§ Supplied information
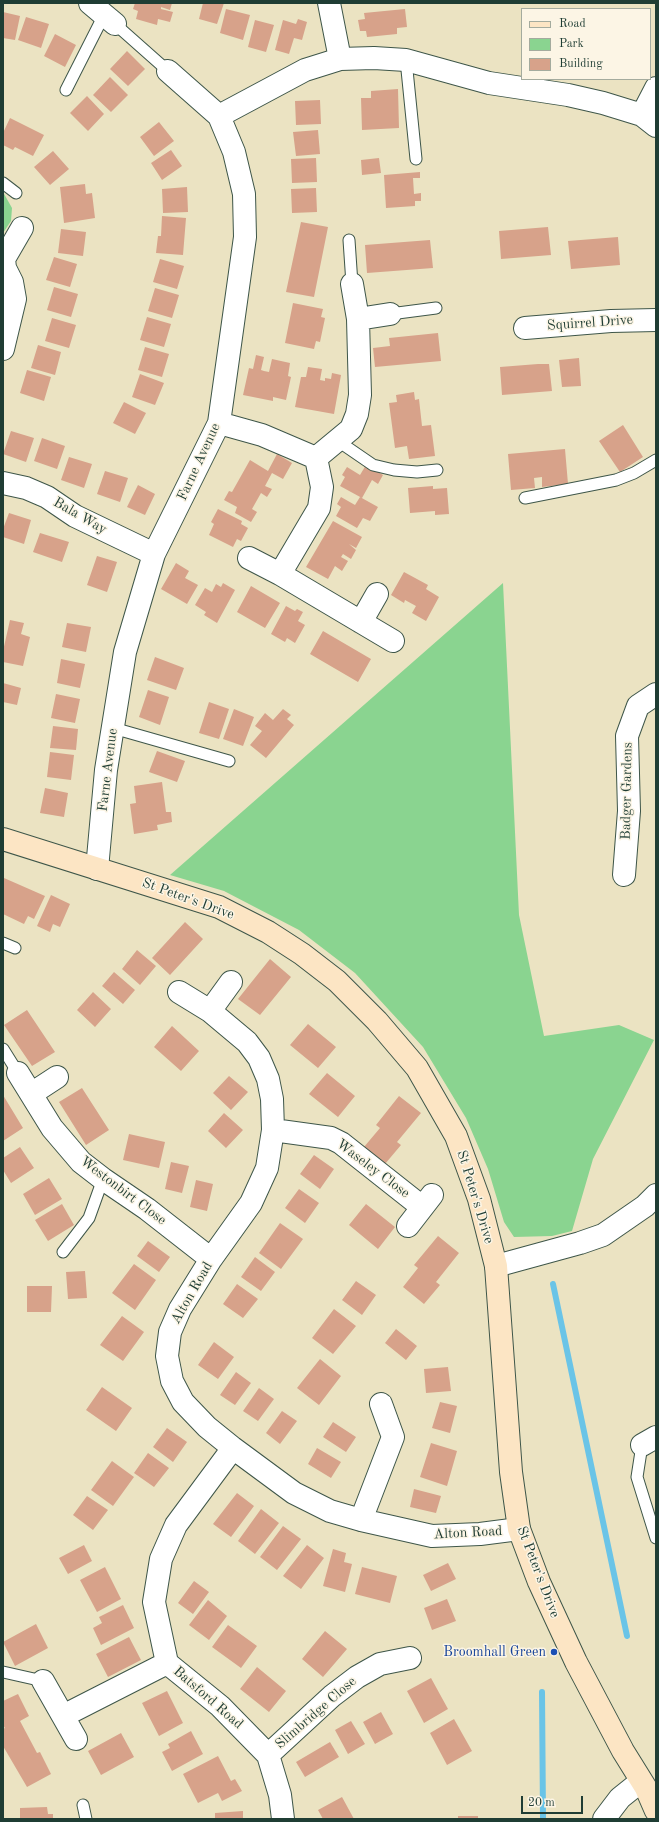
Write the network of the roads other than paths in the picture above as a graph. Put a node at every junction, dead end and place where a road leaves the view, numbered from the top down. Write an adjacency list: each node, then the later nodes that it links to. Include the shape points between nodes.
1 (329, 3): 3 (street)
2 (103, 14): 5 (lane); 7 (lane)
3 (340, 58): 4 (street); 8 (street, via 305,70)
4 (406, 60): 9 (street, via 489,83 568,95); 10 (lane)
5 (168, 71): 8 (street, Farne Avenue)
6 (656, 88): 9 (street)
7 (66, 90)
8 (219, 116): 23 (street, Farne Avenue, via 234,152 244,194 245,237)
9 (649, 120)
10 (416, 159)
11 (3, 183): 12 (lane)
12 (16, 193)
13 (22, 228): 15 (street, via 4,259)
14 (349, 240): 16 (lane)
15 (4, 268): 22 (street, via 12,282 15,299)
16 (352, 284): 19 (street)
17 (436, 308): 18 (lane)
18 (390, 314): 19 (street)
19 (358, 319): 24 (street, via 360,395 357,414 351,429)
20 (656, 320): 21 (street, Squirrel Drive)
21 (525, 328)
22 (3, 349)
23 (219, 422): 25 (street, via 262,435); 30 (street, Farne Avenue)
24 (338, 441): 25 (street); 27 (lane, via 373,465 417,472)
25 (316, 458): 32 (street, via 322,487 319,508)
26 (656, 460): 29 (lane, via 616,480)
27 (437, 470)
28 (3, 483): 30 (street, Bala Way, via 26,488 47,497 81,519)
29 (525, 498)
30 (154, 554): 37 (street, Farne Avenue, via 125,652)
31 (250, 558): 32 (street)
32 (280, 574): 34 (street)
33 (377, 594): 34 (street)
34 (361, 622): 35 (street)
35 (393, 641)
36 (656, 694): 41 (street, Badger Gardens, via 638,706 627,736 629,811)
37 (113, 728): 38 (lane); 40 (street, Farne Avenue, via 106,770)
38 (229, 761)
39 (3, 840): 40 (street, St Peter's Drive)
40 (97, 869): 57 (street, St Peter's Drive, via 219,907 268,932 337,981 377,1020 417,1068 456,1136 479,1199)
41 (624, 875)
42 (3, 943): 43 (lane)
43 (15, 948)
44 (231, 982): 46 (street)
45 (179, 992): 46 (street, Alton Road)
46 (210, 1011): 51 (street, Alton Road, via 247,1042 259,1058 268,1079)
47 (3, 1049): 48 (lane)
48 (18, 1073): 50 (street, Westonbirt Close)
49 (57, 1077): 50 (street)
50 (31, 1094): 52 (street, Westonbirt Close, via 67,1147)
51 (273, 1130): 54 (street, Waseley Close, via 330,1138 427,1201); 56 (street, Alton Road, via 267,1168 251,1203)
52 (102, 1180): 55 (lane, via 89,1218); 56 (street, Westonbirt Close, via 147,1209)
53 (656, 1195): 57 (street, via 645,1206 603,1235)
54 (408, 1226)
55 (63, 1252)
56 (211, 1259): 60 (street, Alton Road, via 180,1309 170,1332 167,1356 172,1381 183,1402)
57 (496, 1266): 62 (street, St Peter's Drive, via 511,1472)
58 (381, 1404): 61 (street, via 393,1438)
59 (649, 1441): 63 (lane, via 638,1477)
60 (232, 1448): 61 (street, Alton Road, via 314,1504); 65 (street, Batsford Road, via 176,1525 161,1559 154,1602)
61 (361, 1520): 62 (street, Alton Road, via 432,1536)
62 (519, 1529): 71 (street, St Peter's Drive, via 539,1582 576,1662)
63 (656, 1538)
64 (410, 1658): 70 (street, Slimbridge Close, via 380,1664 357,1677 332,1696)
65 (167, 1663): 68 (street); 70 (street, Batsford Road, via 220,1706)
66 (3, 1672): 67 (lane)
67 (43, 1681): 68 (street)
68 (63, 1716): 69 (street)
69 (76, 1739)
70 (268, 1755): 75 (street, Batsford Road, via 280,1795)
71 (647, 1788): 73 (street, St Peter's Drive); 76 (street, via 620,1798)
72 (83, 1805): 74 (lane)
73 (656, 1811)
74 (86, 1819)
75 (283, 1819)
76 (604, 1819)

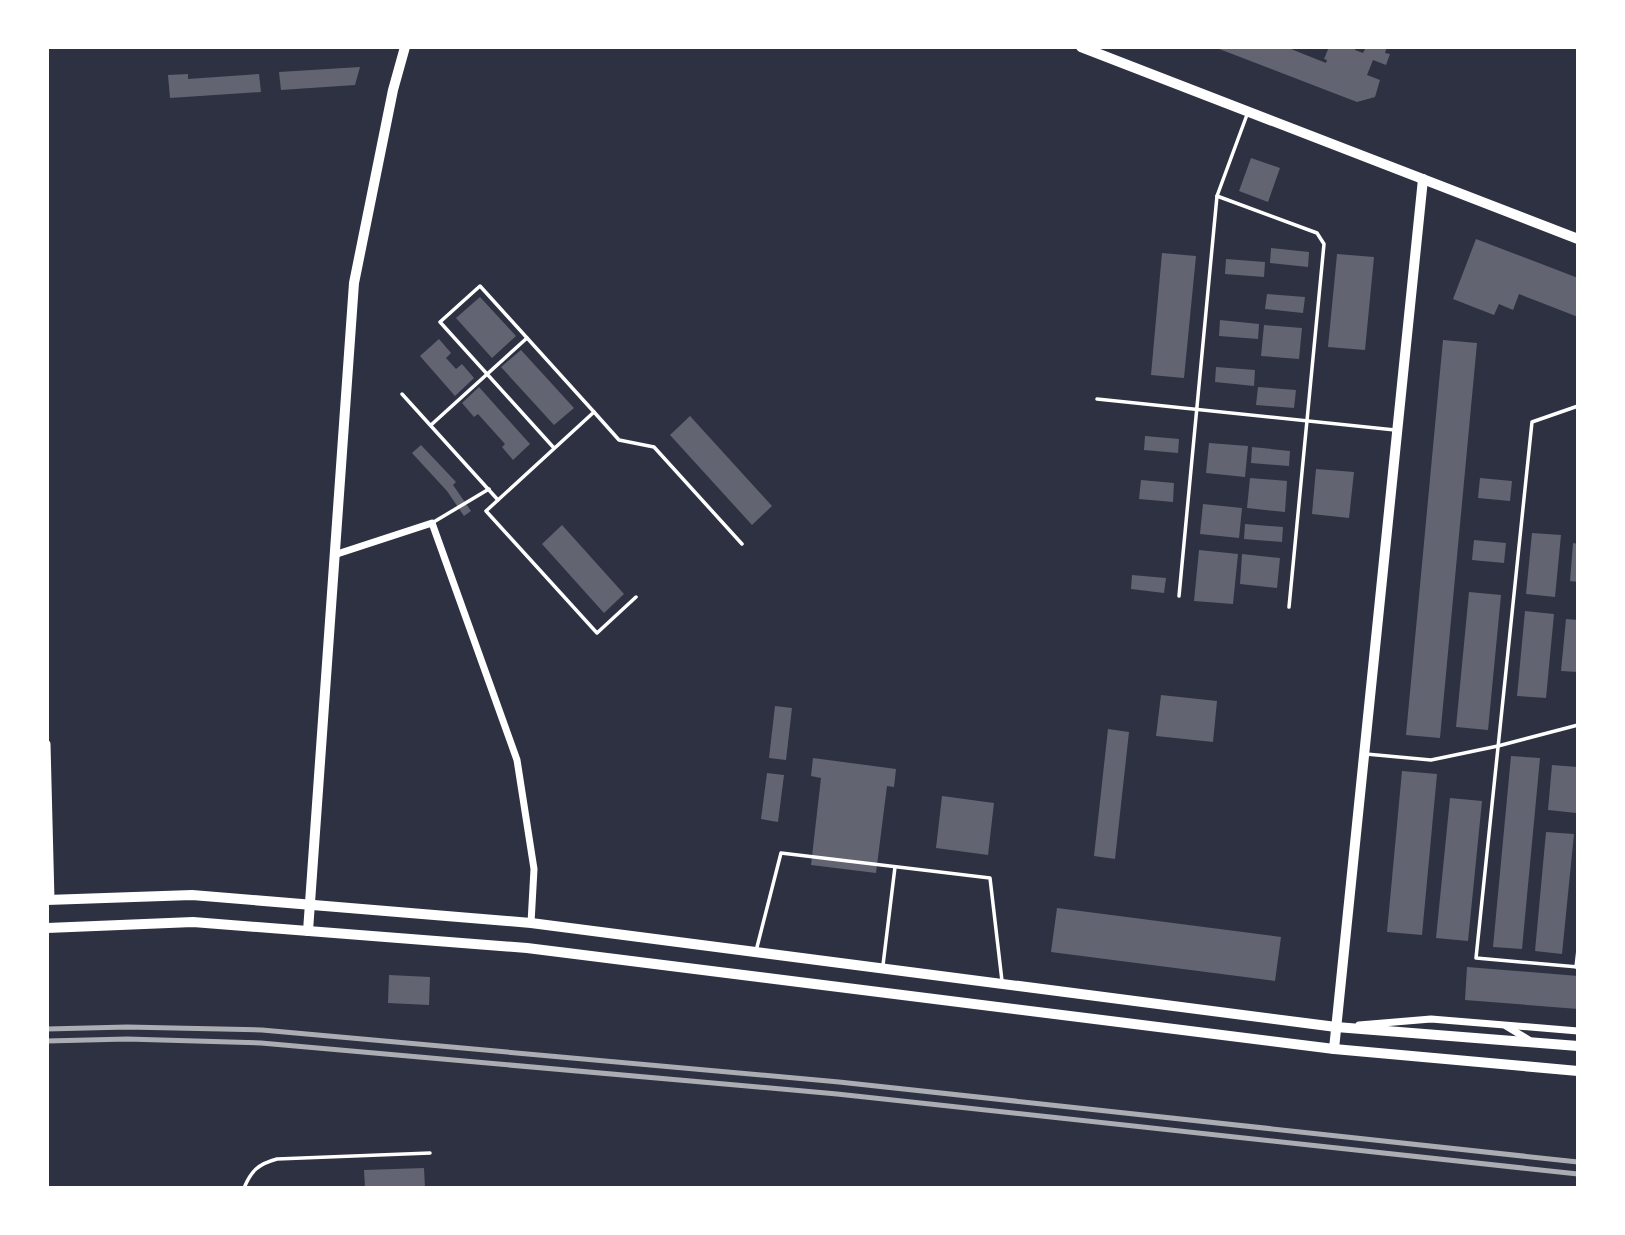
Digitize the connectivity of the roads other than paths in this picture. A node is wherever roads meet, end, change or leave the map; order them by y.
1 (405, 47) edge
2 (1081, 47) edge
3 (1248, 112) junction
4 (1423, 179) junction
5 (1217, 196) junction
6 (1578, 239) edge
7 (527, 338) junction
8 (487, 374) junction
9 (402, 394) dead end
10 (1097, 399) dead end
11 (1578, 406) edge
12 (1196, 410) junction
13 (594, 412) junction
14 (1307, 421) junction
15 (431, 425) junction
16 (1397, 431) junction
17 (554, 448) junction
18 (489, 489) junction
19 (498, 500) junction
20 (432, 523) junction
21 (742, 544) dead end
22 (334, 555) junction
23 (1179, 596) dead end
24 (636, 597) dead end
25 (1289, 607) dead end
26 (1578, 725) edge
27 (47, 744) edge
28 (1498, 746) junction
29 (1364, 754) junction
30 (895, 867) junction
31 (49, 900) edge
32 (310, 903) junction
33 (531, 923) junction
34 (47, 928) edge
35 (308, 931) junction
36 (1578, 950) edge
37 (755, 952) junction
38 (1577, 967) edge
39 (883, 968) junction
40 (1002, 984) junction
41 (1505, 1026) junction
42 (1336, 1027) junction
43 (1578, 1031) edge
44 (1533, 1042) junction
45 (1578, 1046) edge
46 (1334, 1049) junction
47 (1578, 1071) edge
48 (430, 1153) dead end
49 (244, 1188) edge

1 - 22 street
2 - 3 street
3 - 4 street
3 - 5 lane
4 - 6 street
4 - 16 street
5 - 12 lane
5 - 14 lane
7 - 8 lane
7 - 8 lane
7 - 13 lane
8 - 15 lane
8 - 17 lane
9 - 15 lane
10 - 12 lane
11 - 28 lane
12 - 14 lane
12 - 23 lane
13 - 17 lane
13 - 21 lane
14 - 16 lane
14 - 25 lane
15 - 18 lane
16 - 29 street
17 - 19 lane
18 - 19 lane
18 - 20 lane
19 - 24 lane
20 - 22 street
20 - 33 street
22 - 32 street
26 - 28 lane
27 - 31 street
28 - 29 lane
28 - 38 lane
29 - 42 street
30 - 37 lane
30 - 39 lane
30 - 40 lane
31 - 32 main road
32 - 33 main road
32 - 35 street
33 - 37 main road
34 - 35 main road
35 - 46 main road
36 - 38 lane
37 - 39 main road
39 - 40 main road
40 - 42 main road
41 - 42 street
41 - 43 street
41 - 44 street
42 - 44 main road
42 - 46 street
44 - 45 main road
46 - 47 main road
48 - 49 lane

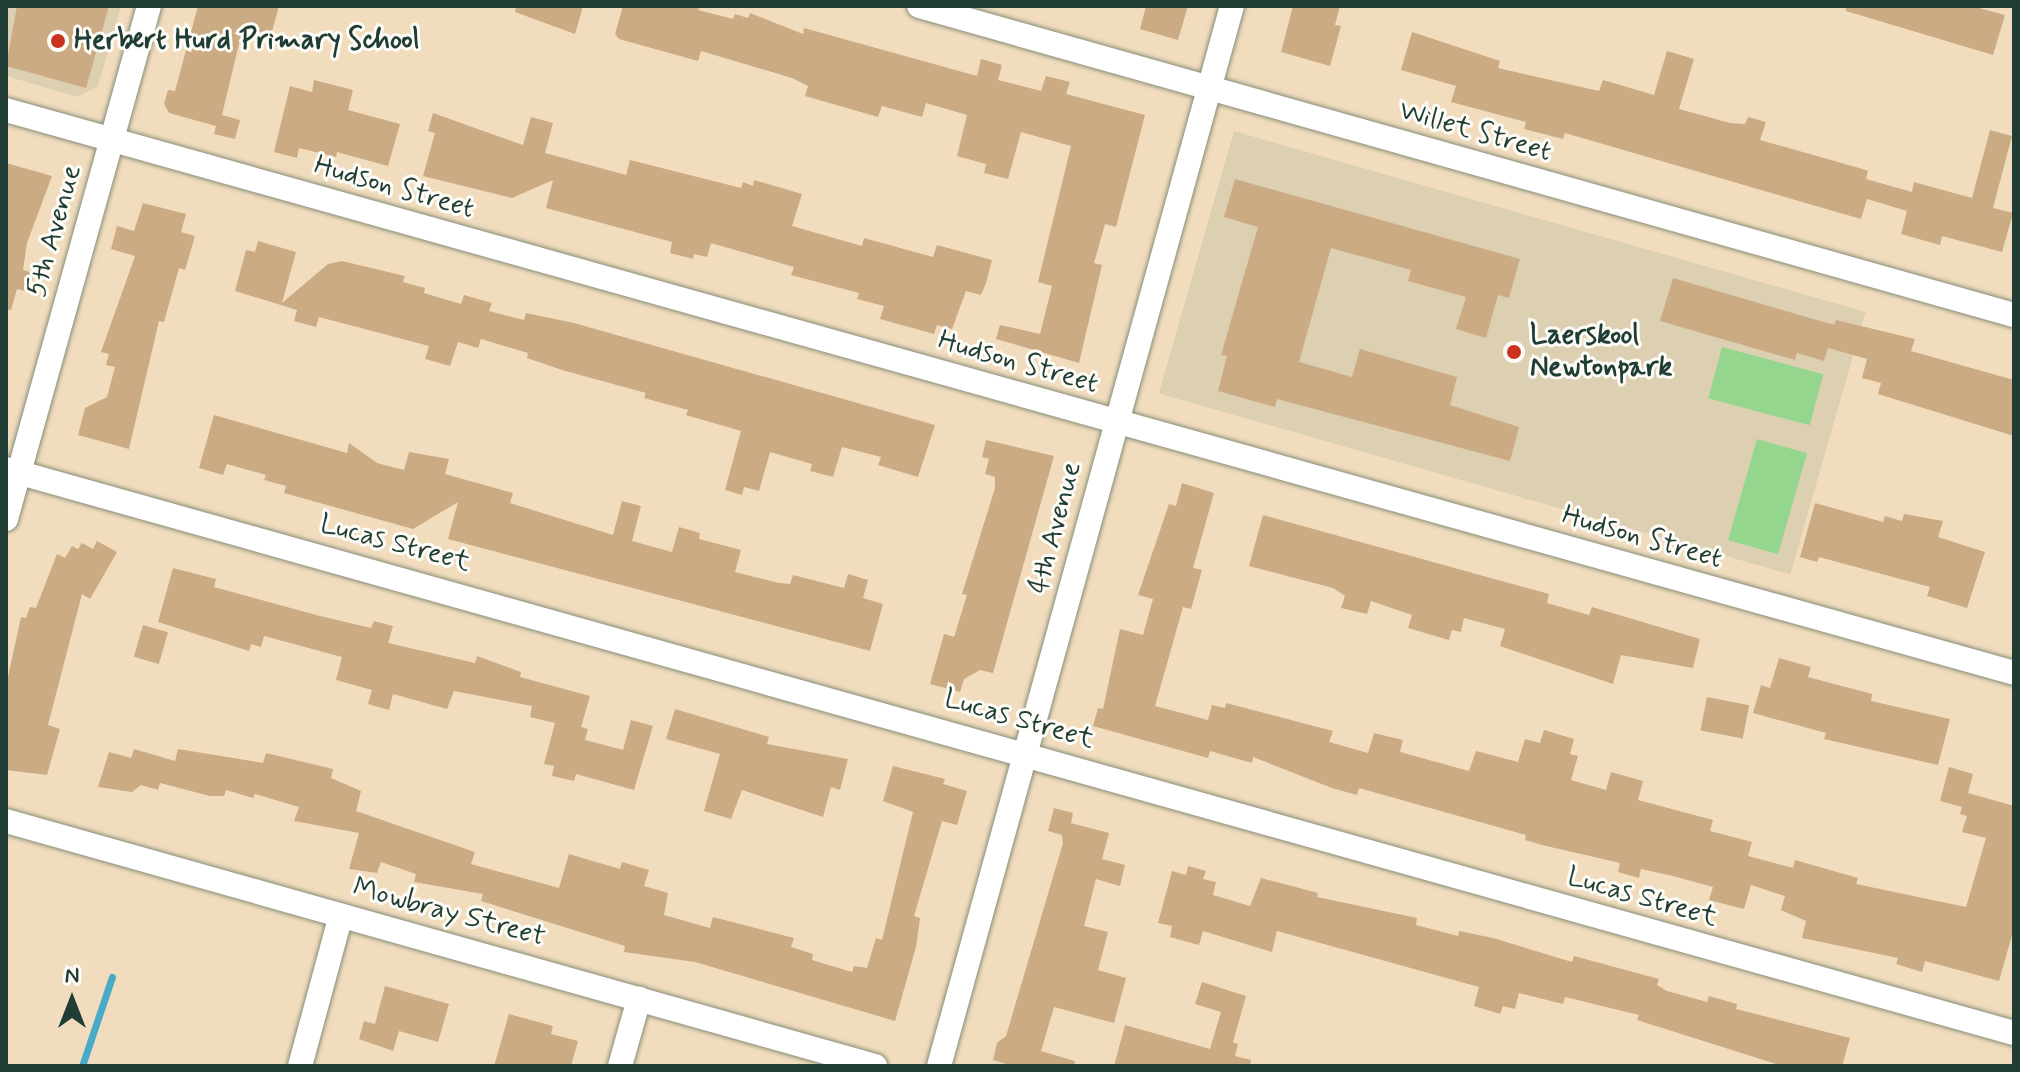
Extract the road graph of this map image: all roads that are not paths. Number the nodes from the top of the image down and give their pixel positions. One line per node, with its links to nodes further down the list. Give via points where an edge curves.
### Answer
1 (149, 6): 6 (street, 5th Avenue)
2 (919, 6): 4 (street, Willet Street)
3 (1232, 6): 4 (street, 4th Avenue)
4 (1209, 88): 7 (street, Willet Street); 8 (street, 4th Avenue)
5 (6, 110): 6 (street, Hudson Street)
6 (112, 140): 8 (street, Hudson Street); 9 (street, 5th Avenue)
7 (2014, 315)
8 (1117, 422): 11 (street, Hudson Street); 12 (street, 4th Avenue)
9 (12, 471): 10 (street, 5th Avenue); 12 (street, Lucas Street)
10 (6, 519)
11 (2014, 673)
12 (1026, 753): 16 (street, Lucas Street); 20 (street, 4th Avenue)
13 (6, 821): 14 (street, Mowbray Street)
14 (341, 915): 15 (street, Mowbray Street); 17 (street)
15 (639, 999): 18 (street); 19 (street, Mowbray Street)
16 (2014, 1033)
17 (300, 1066)
18 (620, 1066)
19 (875, 1066)
20 (939, 1066)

§ What this task involves
Print exactly the lines between the line with "Extract the road" and the final line of the records above, both included.

§ Answer section
Extract the road graph of this map image: all roads that are not paths. Number the nodes from the top of the image down and give their pixel positions. One line per node, with its links to nodes further down the list. Give via points where an edge curves.
### Answer
1 (149, 6): 6 (street, 5th Avenue)
2 (919, 6): 4 (street, Willet Street)
3 (1232, 6): 4 (street, 4th Avenue)
4 (1209, 88): 7 (street, Willet Street); 8 (street, 4th Avenue)
5 (6, 110): 6 (street, Hudson Street)
6 (112, 140): 8 (street, Hudson Street); 9 (street, 5th Avenue)
7 (2014, 315)
8 (1117, 422): 11 (street, Hudson Street); 12 (street, 4th Avenue)
9 (12, 471): 10 (street, 5th Avenue); 12 (street, Lucas Street)
10 (6, 519)
11 (2014, 673)
12 (1026, 753): 16 (street, Lucas Street); 20 (street, 4th Avenue)
13 (6, 821): 14 (street, Mowbray Street)
14 (341, 915): 15 (street, Mowbray Street); 17 (street)
15 (639, 999): 18 (street); 19 (street, Mowbray Street)
16 (2014, 1033)
17 (300, 1066)
18 (620, 1066)
19 (875, 1066)
20 (939, 1066)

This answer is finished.